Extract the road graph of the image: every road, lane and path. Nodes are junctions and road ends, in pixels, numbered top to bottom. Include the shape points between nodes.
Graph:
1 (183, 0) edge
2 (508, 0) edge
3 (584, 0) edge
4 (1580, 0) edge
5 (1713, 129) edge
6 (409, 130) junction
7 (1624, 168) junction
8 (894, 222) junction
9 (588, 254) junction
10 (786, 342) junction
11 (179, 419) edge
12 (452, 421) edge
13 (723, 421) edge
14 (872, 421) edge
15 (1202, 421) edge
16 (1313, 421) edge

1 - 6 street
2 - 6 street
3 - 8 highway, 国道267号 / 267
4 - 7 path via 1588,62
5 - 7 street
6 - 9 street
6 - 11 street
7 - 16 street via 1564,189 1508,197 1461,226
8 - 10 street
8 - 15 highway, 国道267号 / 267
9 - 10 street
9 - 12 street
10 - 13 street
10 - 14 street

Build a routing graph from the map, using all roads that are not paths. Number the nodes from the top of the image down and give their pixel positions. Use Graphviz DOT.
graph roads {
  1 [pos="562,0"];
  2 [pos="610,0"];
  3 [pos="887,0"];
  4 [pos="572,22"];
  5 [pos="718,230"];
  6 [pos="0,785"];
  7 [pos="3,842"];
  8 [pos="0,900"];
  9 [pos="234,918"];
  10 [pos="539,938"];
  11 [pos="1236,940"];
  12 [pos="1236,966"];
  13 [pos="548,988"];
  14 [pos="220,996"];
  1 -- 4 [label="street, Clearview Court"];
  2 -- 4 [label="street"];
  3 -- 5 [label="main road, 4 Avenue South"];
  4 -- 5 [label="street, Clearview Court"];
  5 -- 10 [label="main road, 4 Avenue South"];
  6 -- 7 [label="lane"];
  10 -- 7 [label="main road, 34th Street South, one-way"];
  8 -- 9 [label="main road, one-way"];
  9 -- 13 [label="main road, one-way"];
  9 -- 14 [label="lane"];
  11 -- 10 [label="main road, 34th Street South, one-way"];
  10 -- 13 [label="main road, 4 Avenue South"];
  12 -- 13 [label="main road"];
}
==
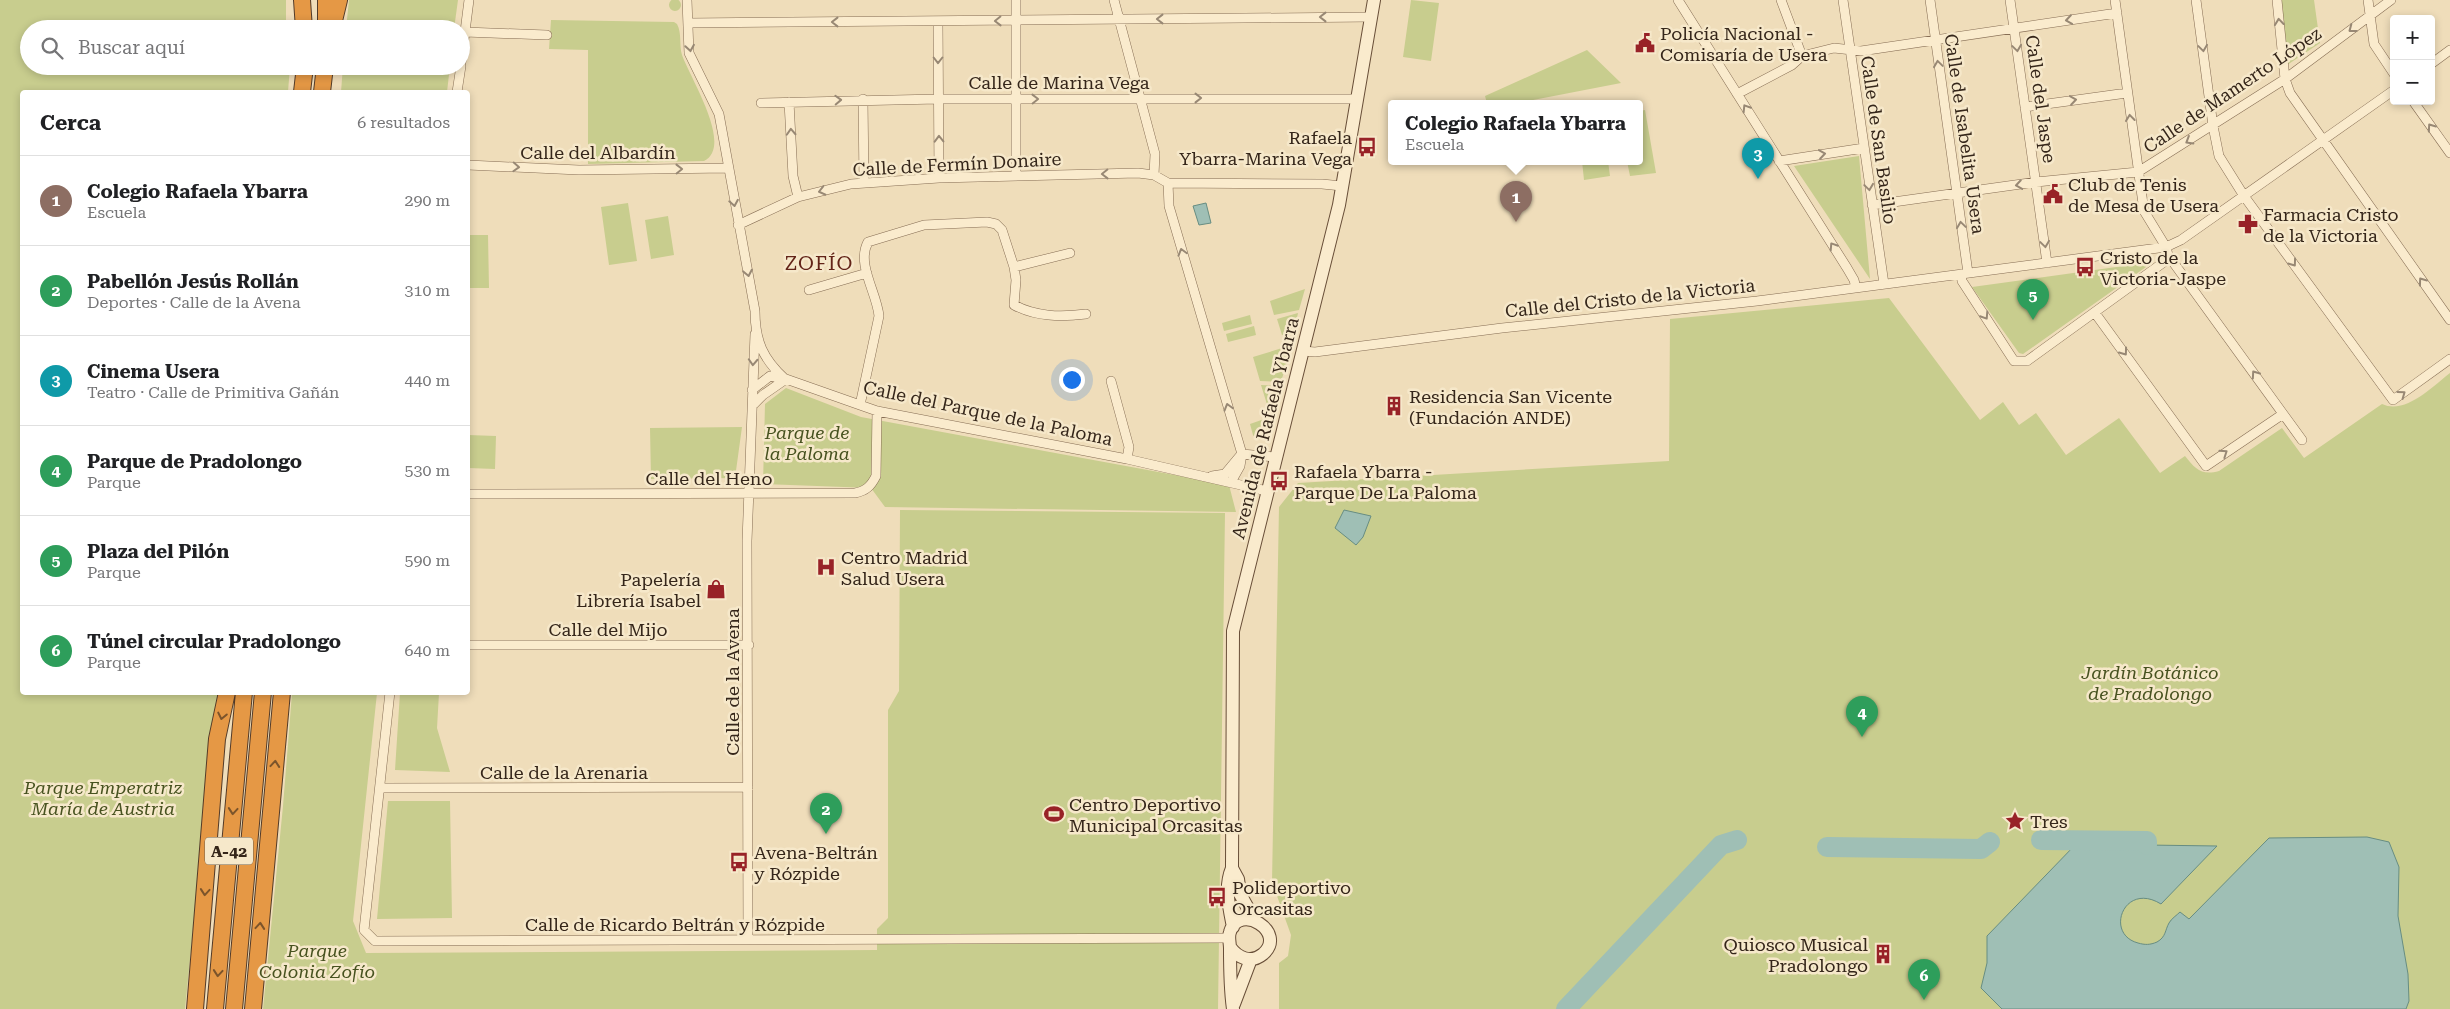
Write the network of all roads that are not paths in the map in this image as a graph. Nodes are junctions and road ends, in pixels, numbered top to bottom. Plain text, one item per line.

- [Exercise prompt] How many lines in the listing contain the word "numbered"? Answer with the count and nothing else.

- [Exercise output] 2